Talvez este seja dos dias mais tristes do ano, pelo menos para mim. Reviver o local onde um ente querido descansa para a eternidade é muito custoso. Mesmo muito. Principalmente, por ver que as campas estão mortas mas o espírito de quem se venera está vivo, muito vivo, nas nossas saudosistas mentes. É a casa para quem mudaram a pessoa que sempre viveu, aqui, comigo, todo o sempre.

Tudo se amplia com o silêncio das vozes, o frenesim dos passos alheios, o calar das campas, o sacrifício dos crucifixos espelhados nas poças de água, o tempo embrulhado, o calor humano triste, desamparado, calado, a venerar algo morto, enterrado, invisível aos olhos desnudos dos seres humanos que sentem apenas saudade. Sentem. Sentem-no aqui como lá, em Braga como em Lisboa, na Terra como no Céu. É um sofrimento completamente alheio a um diacalendarizado ou a uma dor agendada para sofrer. Os cães uivam, os pássaros chilream e os seres humanos remetem-se ao silêncio da dor. A única campa que tem uma imagem do Cristo em Glória, ressuscitado, renascido para a vida eterna, é a da minha avó. Talvez porque tenha sido sempre essa convicção na vida eterna que tenha amparado o sofrimento da mulher que vi morrer, aos poucos, vão alguns anos revirados no tempo. Não sei se continua dentro do caixão ou se o corpo desapareceu, por acaso da biologia.
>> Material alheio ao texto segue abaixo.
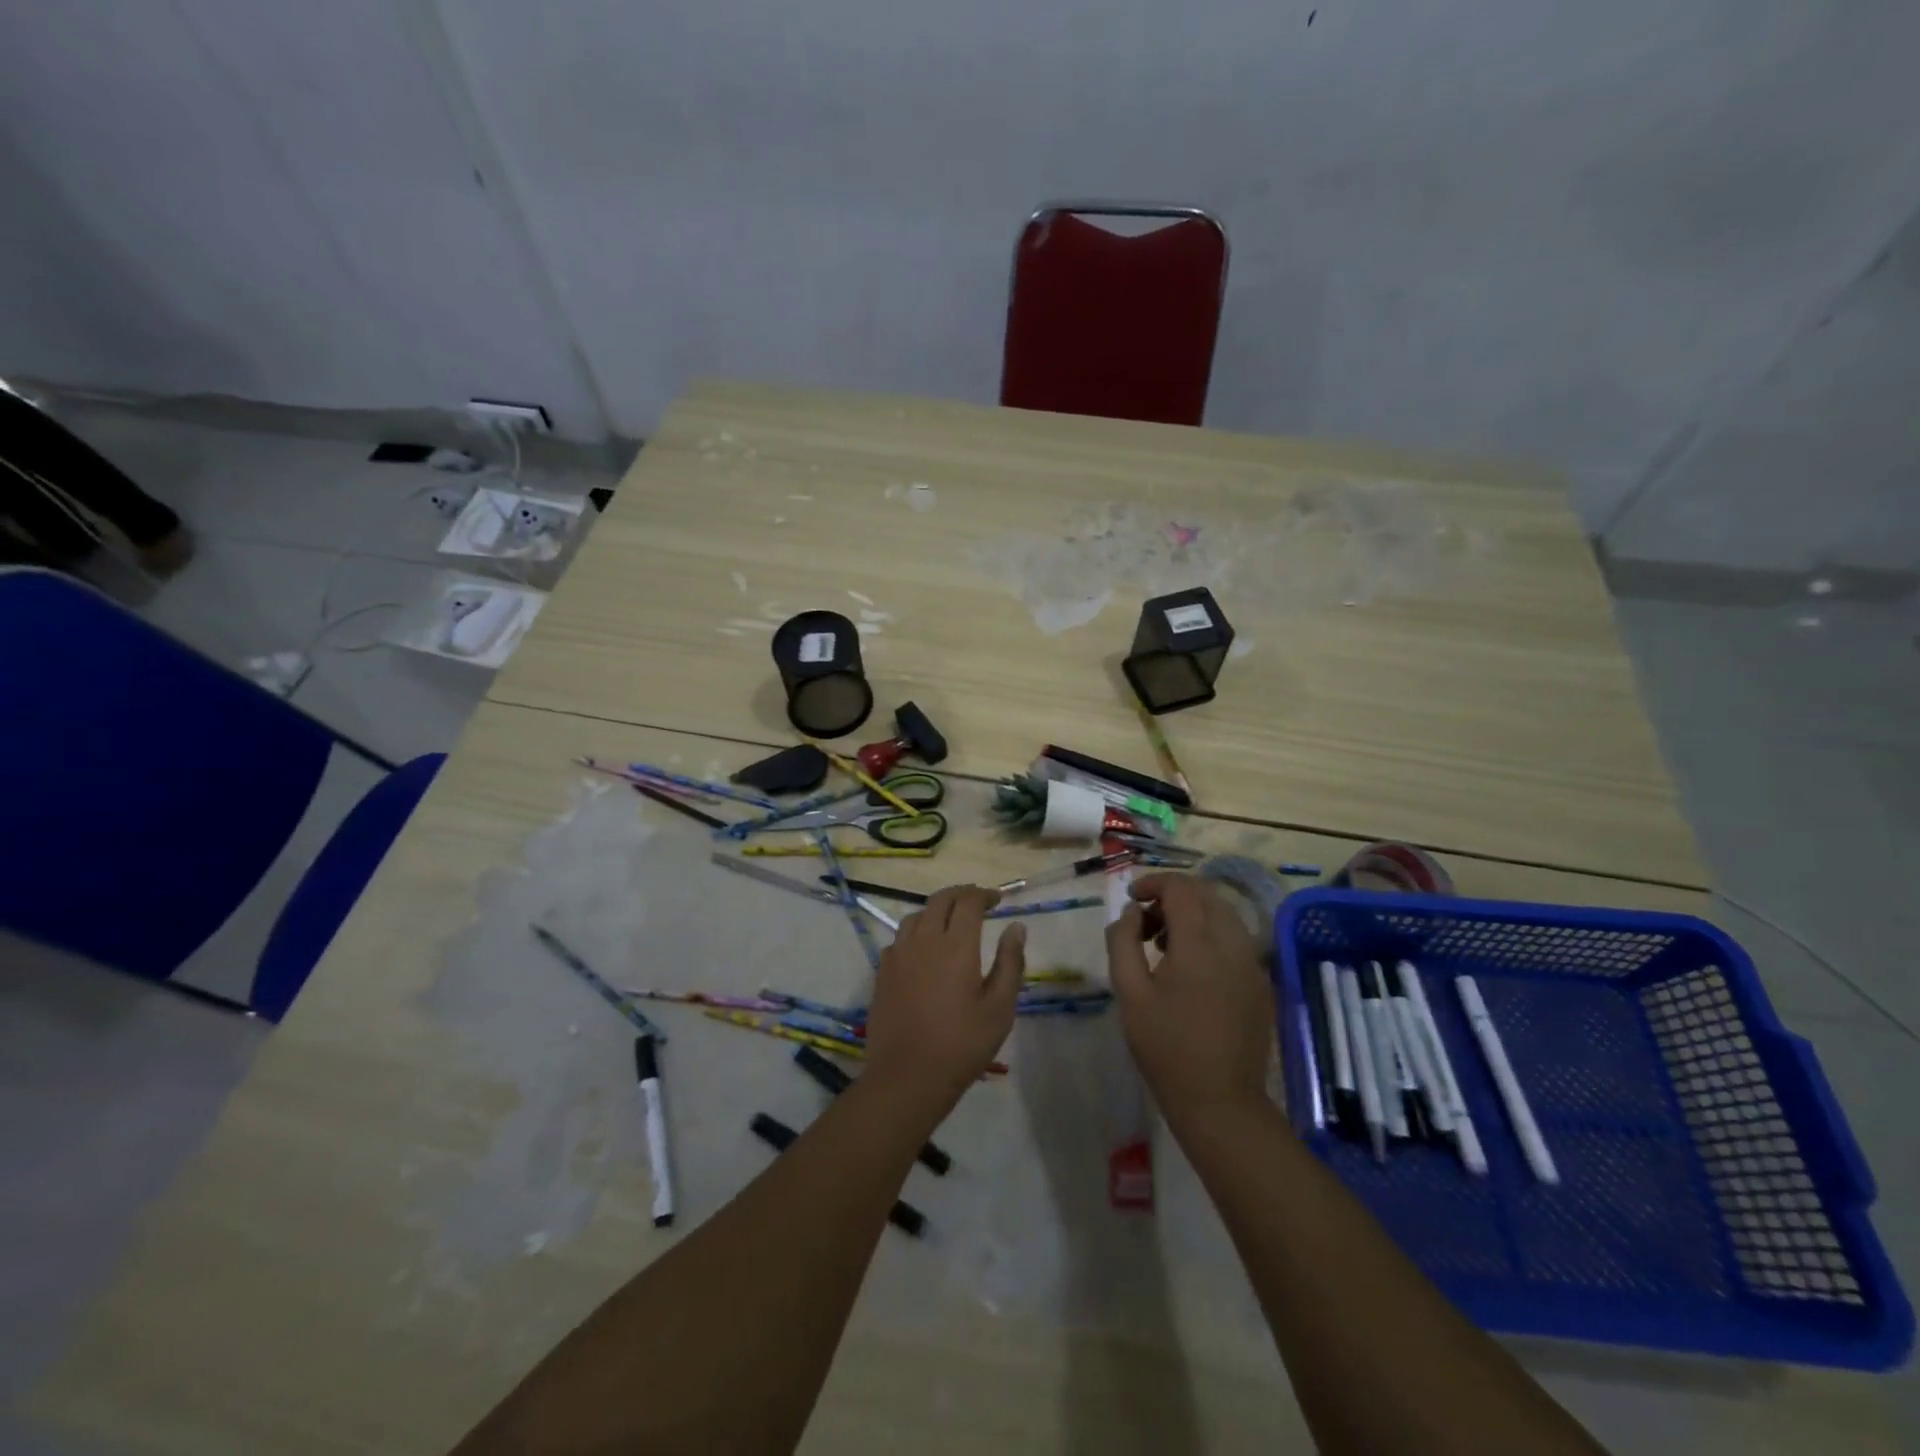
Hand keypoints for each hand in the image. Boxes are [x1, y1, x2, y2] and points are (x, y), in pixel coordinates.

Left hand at [864, 886, 1024, 1107]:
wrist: (907, 1076)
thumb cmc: (962, 1044)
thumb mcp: (999, 1008)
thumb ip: (1010, 962)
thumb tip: (1016, 927)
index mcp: (956, 945)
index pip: (969, 901)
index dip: (984, 894)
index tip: (998, 899)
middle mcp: (924, 940)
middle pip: (940, 900)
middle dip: (961, 894)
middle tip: (977, 902)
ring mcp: (899, 955)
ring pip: (916, 916)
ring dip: (936, 911)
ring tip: (950, 922)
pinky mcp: (882, 972)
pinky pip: (899, 939)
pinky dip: (916, 933)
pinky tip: (923, 950)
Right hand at [1106, 874, 1273, 1121]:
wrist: (1220, 1101)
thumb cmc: (1166, 1048)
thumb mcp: (1130, 994)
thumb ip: (1123, 942)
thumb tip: (1130, 913)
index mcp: (1199, 944)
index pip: (1181, 888)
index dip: (1153, 884)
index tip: (1132, 900)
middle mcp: (1233, 943)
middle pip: (1205, 894)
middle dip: (1172, 896)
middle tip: (1145, 922)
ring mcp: (1252, 962)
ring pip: (1223, 914)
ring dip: (1192, 914)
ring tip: (1163, 943)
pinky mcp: (1260, 981)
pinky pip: (1235, 938)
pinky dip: (1210, 933)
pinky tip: (1191, 966)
Sei que, apesar da tristeza que me absolve quando cruzo os portões da casa do seu corpo, ela está viva dentro de mim. Se que, apesar da fatalidade da existência, é, e sempre será, a minha segunda mãe.

É dia de recordação, acima de tudo. É por isso que o Dia de Todos os Santos, feito Dia dos Santos Defuntos por acaso da História, merece um assinalar tão estrondoso como os sinos que tocaram, de quinze em quinze, do alto da igreja. É o dia em que, por Tradição, se revivem os que partiram e se ora pelo descanso eterno. É o dia em que a vejo, sorridente, em frente ao meu rosto, com um retrato que me acompanha o coração para onde quer que ele vá. São os muros de pedra que mais custam a elaborar, mas também os que mais custam a ruir. A nossa relação era sólida como o aço, por isso não há morte que nos rompa.

Sem mais,
Luís Gonçalves Ferreira

Comentários

  1. Este comentário foi removido pelo autor.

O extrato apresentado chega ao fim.